By Professor Georg Michael Pohl

The HANDLEX was created during an internal research project of the University of Applied Sciences FH Bochum (Germany) somewhere around July 2000. The project was carried out by an elektical engineer and myself in partnership with a nearby company designing linear actuators (PAV - Antriebstechnik). Two students in mechatronics worked on the design and fabrication of the robot as part of their theses.

the HANDLEX parallel robot
 The HANDLEX parallel robot during demonstration 

The Design

The main topic of the little research projekt was to solve the control problem of a hexapod structure and on the other hand to realize this with a very low budget (German universities of applied sciences have the tenth of the budget of other universities). Our goal was to show our competence in mechatronic design.

The following were the principal tools and components used to build HANDLEX:

  • standard three-phase motors with brakes;
  • electrical remote cylinder / ball roll spindle;
  • KEB performance static frequency changer;
  • the block-oriented simulation language WINFACT-BORIS ( for the control of the six frequency converted AC-motors (not servo drives!);
  • 6 incremental encoders to reach the necessary accuracy;
  • a Pentium 133 MHz PC motherboard with ISA and PCI;
  • cheap Taiwanese measurement boards (;
  • MS Windows 3.11.

Based on the above, we reached a performance accurate enough for positioning a in three axes with a 0.3 mm precision a working piece which has to be manipulated by a second robot carrying the tool. The motion speed is too low for hydro pulse testing applications because of the cheaper version of the frequency converters and, of course, because of the inefficient 0.5 KW AC-motor.

The following are the characteristics of HANDLEX:
 Linear drive stroke: 310 mm;
 Axis travels in X, Y, Z: 300, 300, 300 mm;
 Range of tilt angle: ±30°;
 Max. rates of travel in X, Y, Z: 1000 mm/s each;
 Max. accuracy: ±0.5 mm;
 Load capacity: 300 kg (6 x 1500 N);
 Drive power: 3.3 KW (220 V phase connection).

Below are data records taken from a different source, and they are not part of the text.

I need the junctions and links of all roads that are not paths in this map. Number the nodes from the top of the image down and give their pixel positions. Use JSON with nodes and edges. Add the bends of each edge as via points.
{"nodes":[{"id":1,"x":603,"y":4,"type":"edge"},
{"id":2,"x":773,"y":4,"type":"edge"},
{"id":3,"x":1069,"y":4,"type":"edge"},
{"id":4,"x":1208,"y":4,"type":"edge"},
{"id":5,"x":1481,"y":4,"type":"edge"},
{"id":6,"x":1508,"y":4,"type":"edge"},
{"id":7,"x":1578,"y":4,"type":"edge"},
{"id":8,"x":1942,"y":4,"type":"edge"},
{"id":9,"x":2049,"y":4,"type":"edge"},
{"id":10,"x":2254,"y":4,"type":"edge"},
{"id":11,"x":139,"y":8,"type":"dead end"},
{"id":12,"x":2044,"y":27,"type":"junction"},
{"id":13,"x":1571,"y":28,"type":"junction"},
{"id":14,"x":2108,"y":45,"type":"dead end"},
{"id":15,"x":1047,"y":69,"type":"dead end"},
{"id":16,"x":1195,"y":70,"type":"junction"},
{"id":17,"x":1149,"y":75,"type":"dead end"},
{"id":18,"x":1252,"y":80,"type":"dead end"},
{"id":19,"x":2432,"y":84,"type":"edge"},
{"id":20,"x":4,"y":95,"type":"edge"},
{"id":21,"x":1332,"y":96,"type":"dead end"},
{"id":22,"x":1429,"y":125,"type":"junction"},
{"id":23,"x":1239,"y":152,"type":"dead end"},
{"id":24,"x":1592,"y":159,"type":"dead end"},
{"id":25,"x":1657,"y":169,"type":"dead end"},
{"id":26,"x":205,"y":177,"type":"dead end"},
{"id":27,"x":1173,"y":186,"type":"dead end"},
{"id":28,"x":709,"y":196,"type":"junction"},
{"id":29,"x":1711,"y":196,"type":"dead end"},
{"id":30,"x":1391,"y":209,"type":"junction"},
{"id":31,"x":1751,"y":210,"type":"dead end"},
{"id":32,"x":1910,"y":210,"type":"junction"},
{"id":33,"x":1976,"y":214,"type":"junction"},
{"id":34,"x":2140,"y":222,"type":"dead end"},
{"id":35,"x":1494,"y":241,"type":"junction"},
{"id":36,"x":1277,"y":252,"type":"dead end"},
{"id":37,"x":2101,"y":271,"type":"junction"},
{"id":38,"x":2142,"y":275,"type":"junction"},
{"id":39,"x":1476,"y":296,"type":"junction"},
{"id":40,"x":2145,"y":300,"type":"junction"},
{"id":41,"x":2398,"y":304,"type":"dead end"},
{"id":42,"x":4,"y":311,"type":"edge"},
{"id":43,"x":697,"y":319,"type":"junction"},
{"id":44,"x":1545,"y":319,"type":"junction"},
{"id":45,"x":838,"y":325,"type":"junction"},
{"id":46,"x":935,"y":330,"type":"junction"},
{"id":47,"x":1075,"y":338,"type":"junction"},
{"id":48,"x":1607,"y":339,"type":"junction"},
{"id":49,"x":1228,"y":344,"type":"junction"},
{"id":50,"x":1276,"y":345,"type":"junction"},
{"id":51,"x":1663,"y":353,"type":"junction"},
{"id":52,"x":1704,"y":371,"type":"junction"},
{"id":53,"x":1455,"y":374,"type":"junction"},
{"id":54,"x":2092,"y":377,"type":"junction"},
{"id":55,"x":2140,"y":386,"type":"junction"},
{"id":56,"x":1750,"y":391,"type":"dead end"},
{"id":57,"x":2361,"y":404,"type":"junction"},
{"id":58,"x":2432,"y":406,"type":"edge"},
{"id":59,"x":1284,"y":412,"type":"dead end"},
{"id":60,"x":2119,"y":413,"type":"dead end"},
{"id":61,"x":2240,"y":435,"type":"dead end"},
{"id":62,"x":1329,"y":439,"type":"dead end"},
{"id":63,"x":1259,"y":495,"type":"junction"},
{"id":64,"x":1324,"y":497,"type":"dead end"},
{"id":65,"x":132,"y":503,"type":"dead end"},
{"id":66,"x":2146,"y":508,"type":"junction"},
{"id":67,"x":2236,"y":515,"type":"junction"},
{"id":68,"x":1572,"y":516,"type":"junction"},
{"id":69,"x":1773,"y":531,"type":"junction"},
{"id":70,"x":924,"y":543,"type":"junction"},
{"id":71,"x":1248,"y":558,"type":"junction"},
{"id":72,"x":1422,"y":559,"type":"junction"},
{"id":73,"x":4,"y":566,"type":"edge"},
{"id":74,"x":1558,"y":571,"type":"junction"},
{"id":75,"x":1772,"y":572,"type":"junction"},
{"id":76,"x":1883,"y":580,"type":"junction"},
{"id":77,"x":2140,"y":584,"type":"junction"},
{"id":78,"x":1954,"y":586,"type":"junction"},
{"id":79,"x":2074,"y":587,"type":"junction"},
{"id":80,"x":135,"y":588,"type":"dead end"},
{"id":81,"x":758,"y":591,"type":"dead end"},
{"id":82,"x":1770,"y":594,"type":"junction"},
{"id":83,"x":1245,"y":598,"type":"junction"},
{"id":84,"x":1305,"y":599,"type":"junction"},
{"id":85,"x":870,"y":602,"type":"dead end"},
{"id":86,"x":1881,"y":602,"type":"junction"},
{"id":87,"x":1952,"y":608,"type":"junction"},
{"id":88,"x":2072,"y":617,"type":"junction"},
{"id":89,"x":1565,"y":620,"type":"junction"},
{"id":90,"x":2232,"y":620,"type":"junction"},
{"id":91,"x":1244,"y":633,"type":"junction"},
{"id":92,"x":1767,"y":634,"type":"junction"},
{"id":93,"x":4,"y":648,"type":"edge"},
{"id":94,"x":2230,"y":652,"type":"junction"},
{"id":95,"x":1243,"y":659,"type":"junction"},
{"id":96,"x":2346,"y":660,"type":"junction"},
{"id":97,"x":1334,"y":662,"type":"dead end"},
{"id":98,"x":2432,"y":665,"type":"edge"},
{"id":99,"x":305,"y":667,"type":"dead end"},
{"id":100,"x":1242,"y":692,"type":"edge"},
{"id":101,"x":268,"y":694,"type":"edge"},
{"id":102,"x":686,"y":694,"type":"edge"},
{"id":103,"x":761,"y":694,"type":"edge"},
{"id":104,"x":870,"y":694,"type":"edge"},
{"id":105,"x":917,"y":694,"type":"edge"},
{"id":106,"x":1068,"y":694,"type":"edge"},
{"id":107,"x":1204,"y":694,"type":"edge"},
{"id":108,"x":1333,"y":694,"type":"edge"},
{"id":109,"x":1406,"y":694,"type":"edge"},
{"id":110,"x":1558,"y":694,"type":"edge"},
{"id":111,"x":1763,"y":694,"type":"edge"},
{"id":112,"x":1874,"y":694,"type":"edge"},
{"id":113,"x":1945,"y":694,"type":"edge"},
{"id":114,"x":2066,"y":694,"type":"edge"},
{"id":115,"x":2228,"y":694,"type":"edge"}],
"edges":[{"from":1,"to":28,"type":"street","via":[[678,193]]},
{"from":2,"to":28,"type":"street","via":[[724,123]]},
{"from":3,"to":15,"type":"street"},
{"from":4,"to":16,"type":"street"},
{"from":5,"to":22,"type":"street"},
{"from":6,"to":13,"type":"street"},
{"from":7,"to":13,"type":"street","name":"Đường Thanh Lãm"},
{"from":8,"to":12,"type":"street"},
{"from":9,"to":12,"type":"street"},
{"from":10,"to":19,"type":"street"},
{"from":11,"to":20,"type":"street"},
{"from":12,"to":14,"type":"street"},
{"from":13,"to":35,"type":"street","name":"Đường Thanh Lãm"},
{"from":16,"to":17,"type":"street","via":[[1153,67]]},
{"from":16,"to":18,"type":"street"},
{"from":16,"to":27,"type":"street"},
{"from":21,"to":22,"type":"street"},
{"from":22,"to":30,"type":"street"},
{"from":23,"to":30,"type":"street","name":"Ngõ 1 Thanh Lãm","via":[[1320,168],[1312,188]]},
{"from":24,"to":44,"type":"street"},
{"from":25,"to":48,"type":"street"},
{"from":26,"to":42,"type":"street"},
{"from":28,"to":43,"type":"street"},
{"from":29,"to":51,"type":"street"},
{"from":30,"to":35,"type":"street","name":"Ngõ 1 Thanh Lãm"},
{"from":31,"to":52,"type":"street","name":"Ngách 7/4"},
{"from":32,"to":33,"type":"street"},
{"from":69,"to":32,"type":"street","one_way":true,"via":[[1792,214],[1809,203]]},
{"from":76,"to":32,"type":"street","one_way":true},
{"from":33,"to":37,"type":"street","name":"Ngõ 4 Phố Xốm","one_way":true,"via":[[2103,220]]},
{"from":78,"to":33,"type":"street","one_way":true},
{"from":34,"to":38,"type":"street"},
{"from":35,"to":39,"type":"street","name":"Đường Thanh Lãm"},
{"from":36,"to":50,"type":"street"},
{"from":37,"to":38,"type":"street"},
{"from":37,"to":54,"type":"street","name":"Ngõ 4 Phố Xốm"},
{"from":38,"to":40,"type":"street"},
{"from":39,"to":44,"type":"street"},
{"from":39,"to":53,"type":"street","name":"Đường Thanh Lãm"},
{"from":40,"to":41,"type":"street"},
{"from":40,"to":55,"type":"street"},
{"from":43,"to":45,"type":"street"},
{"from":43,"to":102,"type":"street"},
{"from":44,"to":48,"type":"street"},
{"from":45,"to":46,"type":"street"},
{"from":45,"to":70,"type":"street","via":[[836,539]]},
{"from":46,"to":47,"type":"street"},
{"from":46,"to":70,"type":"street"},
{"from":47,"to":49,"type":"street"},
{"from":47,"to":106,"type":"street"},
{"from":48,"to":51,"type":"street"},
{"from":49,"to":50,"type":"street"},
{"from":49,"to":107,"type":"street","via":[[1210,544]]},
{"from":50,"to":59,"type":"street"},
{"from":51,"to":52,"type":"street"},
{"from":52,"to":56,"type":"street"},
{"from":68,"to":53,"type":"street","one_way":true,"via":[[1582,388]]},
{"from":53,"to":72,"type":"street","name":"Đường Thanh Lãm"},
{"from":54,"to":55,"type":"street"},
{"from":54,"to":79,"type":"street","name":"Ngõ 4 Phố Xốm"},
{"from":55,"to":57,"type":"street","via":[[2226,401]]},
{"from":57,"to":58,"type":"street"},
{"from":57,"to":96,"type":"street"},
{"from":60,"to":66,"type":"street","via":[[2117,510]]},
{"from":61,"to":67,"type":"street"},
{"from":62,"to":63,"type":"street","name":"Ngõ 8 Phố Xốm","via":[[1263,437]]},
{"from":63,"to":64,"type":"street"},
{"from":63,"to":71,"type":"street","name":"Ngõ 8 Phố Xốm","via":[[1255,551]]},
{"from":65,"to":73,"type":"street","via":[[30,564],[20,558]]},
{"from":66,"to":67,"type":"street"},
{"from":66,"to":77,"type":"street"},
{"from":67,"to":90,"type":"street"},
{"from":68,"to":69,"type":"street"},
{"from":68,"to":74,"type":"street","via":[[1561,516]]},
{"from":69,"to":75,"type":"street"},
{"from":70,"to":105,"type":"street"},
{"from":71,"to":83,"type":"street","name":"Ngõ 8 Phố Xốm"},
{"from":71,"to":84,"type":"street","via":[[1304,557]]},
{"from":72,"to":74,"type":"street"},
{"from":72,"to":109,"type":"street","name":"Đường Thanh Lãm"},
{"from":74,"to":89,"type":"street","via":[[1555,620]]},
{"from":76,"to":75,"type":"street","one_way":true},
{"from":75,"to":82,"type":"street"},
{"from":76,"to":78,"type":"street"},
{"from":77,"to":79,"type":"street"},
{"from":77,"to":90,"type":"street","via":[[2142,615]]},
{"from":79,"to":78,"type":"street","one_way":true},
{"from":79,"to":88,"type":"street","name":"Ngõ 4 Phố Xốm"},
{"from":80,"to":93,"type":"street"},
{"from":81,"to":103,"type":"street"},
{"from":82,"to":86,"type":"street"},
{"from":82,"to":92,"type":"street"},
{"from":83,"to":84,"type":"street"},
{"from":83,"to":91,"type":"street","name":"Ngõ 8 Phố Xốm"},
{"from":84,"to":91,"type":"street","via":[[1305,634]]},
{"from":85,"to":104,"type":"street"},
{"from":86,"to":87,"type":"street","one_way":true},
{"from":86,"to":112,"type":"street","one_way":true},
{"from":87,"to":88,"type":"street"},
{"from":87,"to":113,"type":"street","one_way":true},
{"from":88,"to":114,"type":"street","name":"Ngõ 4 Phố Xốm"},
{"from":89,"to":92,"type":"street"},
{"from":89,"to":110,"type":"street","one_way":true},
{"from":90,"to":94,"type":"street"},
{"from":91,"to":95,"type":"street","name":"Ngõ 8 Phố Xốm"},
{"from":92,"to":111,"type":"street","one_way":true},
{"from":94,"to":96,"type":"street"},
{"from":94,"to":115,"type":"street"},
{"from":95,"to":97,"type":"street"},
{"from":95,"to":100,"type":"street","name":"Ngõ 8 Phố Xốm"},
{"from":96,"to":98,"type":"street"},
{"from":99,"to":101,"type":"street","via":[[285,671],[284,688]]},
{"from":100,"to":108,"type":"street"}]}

We hope to find applications, where the costs are more important than the speed or the accuracy. The total cost of the robot, excluding assembly cost, was about 12,000 Euro, or some 10,600 USD. Particularly, the robot can be used as a motion simulation or a welding jig carrier.


  Djajakusuma, R. "Konstruktion eines elektromechanischen Hexapode Gelenkroboters", Diploma Thesis, FH Bochum, Germany, August 30, 2001.
  Stridde, W., "Digitale Regelung eines elektrospindelgetriebenen Hexapode-Sitzes", Diploma Thesis, FH Bochum, Germany, December 24, 2001.

Related Links

  SRT-Labor: Hexapod
  Prof. Hubert Hahn (University of Kassel)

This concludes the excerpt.